(Collected data)
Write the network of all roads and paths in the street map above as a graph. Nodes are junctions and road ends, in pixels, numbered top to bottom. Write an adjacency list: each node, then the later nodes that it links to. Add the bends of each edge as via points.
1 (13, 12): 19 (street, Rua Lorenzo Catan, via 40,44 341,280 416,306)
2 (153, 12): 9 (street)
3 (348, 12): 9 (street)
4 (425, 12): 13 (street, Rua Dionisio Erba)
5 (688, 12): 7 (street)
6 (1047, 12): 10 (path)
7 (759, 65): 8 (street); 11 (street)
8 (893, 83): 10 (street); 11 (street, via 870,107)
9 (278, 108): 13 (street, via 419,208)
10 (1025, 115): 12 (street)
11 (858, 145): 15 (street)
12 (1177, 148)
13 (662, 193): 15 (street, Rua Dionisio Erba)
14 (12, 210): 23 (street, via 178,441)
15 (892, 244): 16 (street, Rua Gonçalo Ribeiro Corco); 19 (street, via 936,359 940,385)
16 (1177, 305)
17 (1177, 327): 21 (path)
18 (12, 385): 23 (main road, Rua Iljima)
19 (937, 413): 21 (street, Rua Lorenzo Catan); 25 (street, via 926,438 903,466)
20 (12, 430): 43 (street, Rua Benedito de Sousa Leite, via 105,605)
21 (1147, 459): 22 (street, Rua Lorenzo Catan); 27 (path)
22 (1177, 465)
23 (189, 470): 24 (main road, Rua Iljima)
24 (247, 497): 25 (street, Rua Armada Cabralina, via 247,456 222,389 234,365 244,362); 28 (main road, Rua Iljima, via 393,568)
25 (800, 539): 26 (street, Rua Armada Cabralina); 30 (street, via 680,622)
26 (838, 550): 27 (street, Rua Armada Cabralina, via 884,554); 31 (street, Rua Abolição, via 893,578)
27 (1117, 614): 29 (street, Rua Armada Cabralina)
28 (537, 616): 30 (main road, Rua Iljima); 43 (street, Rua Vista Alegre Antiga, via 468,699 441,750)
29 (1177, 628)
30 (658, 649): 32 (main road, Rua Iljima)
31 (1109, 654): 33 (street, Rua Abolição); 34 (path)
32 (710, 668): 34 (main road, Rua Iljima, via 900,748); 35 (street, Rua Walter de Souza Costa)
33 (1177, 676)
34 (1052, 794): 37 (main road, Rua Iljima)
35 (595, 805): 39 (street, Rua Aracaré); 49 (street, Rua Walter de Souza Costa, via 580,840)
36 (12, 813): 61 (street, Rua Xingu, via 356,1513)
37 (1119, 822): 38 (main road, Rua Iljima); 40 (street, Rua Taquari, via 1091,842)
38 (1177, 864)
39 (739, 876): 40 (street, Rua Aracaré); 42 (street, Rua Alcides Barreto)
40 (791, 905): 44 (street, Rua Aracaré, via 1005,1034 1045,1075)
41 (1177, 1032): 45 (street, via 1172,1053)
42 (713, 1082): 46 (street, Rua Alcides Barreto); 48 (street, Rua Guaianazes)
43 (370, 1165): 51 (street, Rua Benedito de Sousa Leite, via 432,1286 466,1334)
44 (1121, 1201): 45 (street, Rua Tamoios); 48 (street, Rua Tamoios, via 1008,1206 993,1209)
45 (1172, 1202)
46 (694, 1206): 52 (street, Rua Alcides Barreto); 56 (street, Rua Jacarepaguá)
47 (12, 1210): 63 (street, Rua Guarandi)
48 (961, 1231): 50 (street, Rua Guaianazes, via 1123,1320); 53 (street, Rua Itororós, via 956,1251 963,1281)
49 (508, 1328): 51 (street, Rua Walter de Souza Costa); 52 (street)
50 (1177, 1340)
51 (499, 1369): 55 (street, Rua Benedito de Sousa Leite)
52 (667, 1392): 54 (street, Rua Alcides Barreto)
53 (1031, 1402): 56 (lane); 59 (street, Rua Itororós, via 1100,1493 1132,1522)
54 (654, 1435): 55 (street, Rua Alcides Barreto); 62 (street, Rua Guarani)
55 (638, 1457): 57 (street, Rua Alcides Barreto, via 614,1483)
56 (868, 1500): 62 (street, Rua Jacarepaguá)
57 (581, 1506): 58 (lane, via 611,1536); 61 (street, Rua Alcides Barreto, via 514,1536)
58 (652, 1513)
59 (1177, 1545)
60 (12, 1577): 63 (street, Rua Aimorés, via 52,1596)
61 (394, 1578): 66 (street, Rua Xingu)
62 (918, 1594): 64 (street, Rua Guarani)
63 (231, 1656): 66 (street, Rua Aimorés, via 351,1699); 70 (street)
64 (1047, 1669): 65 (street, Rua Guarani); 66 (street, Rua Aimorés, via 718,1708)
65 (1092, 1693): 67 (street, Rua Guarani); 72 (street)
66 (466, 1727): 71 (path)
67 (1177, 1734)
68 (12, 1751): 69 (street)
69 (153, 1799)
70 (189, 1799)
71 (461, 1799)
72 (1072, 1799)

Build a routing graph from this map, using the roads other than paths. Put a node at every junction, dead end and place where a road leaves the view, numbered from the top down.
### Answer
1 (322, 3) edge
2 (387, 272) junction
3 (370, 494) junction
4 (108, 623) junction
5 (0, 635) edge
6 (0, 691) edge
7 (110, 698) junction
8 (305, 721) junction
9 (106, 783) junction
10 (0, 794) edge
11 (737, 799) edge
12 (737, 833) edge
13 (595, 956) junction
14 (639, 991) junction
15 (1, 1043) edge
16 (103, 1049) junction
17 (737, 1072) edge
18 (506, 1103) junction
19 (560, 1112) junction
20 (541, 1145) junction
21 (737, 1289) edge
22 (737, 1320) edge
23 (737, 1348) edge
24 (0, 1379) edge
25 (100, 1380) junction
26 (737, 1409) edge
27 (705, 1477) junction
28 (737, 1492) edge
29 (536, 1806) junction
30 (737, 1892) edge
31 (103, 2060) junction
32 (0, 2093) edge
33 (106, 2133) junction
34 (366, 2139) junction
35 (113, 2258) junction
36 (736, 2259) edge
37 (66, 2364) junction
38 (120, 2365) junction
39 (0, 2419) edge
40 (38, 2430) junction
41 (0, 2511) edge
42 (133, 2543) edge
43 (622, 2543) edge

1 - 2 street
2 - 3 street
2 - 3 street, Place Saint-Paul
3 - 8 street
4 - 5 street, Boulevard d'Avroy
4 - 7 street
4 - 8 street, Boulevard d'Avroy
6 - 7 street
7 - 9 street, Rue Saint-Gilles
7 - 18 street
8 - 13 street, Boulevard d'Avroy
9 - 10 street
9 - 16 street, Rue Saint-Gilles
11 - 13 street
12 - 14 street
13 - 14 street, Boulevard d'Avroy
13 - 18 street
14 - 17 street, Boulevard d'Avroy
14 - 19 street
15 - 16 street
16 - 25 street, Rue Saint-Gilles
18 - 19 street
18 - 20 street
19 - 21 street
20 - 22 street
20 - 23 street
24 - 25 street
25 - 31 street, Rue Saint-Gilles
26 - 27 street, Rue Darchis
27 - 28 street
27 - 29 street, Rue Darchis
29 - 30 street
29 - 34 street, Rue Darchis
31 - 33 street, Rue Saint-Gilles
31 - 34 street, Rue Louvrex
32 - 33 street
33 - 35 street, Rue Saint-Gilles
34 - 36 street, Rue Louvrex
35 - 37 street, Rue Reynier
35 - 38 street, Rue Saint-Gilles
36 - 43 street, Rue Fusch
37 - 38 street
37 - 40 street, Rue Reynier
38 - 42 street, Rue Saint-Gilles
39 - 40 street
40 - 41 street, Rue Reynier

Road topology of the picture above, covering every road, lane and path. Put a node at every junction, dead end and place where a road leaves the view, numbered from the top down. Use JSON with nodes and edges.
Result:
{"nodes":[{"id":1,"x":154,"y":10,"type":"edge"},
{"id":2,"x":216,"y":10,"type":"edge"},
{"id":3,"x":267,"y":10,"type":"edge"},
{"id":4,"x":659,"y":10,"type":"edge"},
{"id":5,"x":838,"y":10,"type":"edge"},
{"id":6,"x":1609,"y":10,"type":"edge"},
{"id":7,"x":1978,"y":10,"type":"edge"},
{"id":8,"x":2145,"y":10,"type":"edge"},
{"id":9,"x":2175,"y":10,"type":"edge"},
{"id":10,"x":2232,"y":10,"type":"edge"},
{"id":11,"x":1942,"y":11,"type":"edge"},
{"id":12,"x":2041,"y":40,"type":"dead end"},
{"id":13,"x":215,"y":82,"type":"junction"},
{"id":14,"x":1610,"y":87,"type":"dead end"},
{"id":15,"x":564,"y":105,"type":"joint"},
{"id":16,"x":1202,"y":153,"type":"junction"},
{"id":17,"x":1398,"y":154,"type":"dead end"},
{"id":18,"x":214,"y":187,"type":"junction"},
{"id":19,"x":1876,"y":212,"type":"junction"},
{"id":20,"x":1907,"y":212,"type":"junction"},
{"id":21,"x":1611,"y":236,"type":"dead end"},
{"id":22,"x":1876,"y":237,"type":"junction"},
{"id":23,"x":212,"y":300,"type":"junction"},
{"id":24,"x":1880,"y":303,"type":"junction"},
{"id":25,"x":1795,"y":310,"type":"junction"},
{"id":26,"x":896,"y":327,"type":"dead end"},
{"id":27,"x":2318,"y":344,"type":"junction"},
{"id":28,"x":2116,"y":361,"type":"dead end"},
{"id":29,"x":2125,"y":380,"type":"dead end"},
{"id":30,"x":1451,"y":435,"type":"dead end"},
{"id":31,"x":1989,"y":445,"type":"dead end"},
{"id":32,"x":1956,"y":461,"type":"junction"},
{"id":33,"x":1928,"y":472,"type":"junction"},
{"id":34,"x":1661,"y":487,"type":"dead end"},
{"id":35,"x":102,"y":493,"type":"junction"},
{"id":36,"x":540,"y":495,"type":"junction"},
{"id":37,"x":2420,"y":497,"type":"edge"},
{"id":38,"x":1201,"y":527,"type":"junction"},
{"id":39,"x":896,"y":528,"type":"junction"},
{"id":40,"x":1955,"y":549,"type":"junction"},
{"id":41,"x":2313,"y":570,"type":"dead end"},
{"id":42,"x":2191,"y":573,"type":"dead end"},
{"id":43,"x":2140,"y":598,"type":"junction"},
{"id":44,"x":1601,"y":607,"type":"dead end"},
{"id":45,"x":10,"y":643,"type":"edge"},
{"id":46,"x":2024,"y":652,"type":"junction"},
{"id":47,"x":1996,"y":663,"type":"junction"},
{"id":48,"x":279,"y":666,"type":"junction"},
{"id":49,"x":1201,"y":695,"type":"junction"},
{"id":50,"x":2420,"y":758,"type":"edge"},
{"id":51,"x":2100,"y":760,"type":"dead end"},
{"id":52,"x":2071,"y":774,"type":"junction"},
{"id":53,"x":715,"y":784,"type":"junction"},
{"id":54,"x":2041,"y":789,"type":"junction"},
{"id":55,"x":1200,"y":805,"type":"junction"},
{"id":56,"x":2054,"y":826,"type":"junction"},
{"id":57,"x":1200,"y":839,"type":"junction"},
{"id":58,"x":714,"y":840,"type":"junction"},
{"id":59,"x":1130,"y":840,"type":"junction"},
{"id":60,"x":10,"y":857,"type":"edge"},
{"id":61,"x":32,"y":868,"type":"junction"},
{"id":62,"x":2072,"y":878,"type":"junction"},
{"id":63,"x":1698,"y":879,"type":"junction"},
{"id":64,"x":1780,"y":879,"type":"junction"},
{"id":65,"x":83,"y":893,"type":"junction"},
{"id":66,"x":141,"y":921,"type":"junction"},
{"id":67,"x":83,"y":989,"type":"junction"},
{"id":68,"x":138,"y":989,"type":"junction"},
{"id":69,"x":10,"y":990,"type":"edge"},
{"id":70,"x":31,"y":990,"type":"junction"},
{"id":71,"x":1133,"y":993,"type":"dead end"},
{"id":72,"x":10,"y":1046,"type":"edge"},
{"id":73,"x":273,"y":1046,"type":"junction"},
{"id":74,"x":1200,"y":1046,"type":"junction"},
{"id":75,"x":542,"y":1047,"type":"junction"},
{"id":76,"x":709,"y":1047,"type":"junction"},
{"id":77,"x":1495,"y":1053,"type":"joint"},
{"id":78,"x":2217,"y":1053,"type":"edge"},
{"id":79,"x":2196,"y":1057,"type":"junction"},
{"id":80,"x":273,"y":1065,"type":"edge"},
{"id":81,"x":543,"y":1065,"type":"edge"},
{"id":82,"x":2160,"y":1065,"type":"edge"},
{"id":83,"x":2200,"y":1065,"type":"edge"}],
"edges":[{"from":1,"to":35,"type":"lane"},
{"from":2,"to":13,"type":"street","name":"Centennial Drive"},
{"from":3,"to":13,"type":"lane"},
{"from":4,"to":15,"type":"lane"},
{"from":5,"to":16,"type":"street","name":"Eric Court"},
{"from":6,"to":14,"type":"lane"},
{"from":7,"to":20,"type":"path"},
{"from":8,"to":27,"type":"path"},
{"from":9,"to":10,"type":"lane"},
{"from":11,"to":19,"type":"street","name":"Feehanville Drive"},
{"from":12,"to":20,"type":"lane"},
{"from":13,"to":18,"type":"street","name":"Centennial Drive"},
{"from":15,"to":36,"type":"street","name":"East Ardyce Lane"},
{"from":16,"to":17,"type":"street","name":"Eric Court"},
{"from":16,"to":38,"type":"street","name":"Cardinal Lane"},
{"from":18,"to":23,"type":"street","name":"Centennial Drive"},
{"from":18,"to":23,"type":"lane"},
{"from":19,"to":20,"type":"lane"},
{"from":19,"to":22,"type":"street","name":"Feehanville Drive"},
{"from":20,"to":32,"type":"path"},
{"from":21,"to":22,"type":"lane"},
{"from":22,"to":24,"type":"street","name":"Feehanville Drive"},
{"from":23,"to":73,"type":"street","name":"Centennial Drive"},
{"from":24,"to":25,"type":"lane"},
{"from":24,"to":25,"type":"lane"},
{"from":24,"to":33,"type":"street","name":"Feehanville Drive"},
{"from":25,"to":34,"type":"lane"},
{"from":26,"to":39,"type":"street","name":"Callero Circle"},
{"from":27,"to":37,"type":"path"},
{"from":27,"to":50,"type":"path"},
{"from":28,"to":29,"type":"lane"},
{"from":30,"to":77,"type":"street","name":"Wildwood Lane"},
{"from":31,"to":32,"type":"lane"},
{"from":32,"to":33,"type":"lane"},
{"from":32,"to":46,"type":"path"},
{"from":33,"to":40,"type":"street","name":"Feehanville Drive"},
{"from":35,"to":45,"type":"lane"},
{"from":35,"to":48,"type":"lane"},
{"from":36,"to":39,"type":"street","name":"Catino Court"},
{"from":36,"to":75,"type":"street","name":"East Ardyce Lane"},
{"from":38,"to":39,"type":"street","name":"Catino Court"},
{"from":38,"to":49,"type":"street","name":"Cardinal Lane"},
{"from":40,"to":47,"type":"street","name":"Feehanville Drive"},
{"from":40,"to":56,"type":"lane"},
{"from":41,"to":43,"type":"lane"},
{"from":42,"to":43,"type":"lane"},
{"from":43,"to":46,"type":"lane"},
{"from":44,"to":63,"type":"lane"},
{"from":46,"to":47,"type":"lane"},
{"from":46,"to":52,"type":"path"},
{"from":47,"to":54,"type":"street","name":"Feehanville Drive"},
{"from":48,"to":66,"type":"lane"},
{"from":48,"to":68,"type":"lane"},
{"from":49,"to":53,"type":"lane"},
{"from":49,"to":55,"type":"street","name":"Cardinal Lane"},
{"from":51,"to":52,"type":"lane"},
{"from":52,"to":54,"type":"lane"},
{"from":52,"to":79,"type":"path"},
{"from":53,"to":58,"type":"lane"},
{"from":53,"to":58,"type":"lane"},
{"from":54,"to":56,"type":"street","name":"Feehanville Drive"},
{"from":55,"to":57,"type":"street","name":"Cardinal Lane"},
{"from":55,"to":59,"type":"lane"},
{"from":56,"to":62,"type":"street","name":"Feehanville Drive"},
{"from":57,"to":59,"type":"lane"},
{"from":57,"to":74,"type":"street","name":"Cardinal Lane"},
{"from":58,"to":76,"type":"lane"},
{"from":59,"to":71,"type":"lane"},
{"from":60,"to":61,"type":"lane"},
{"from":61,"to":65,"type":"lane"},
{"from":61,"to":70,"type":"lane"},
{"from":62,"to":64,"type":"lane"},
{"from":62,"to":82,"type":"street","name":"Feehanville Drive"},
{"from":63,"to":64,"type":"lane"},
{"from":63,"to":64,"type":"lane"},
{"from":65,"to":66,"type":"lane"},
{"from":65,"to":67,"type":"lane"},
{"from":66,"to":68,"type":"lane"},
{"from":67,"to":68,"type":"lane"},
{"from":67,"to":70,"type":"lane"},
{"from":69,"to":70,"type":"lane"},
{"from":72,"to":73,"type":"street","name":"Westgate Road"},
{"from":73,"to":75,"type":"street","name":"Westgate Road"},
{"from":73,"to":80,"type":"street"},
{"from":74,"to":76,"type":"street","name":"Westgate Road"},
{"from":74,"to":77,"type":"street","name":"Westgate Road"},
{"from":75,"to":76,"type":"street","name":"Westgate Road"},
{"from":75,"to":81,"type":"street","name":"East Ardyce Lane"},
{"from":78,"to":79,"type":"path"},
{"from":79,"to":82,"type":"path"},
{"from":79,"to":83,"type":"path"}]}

• _Exercise brief_
Check every line of the records above for the string "Darchis". Copy those that hold it.

• _Answer_
26 - 27 street, Rue Darchis
27 - 29 street, Rue Darchis
29 - 34 street, Rue Darchis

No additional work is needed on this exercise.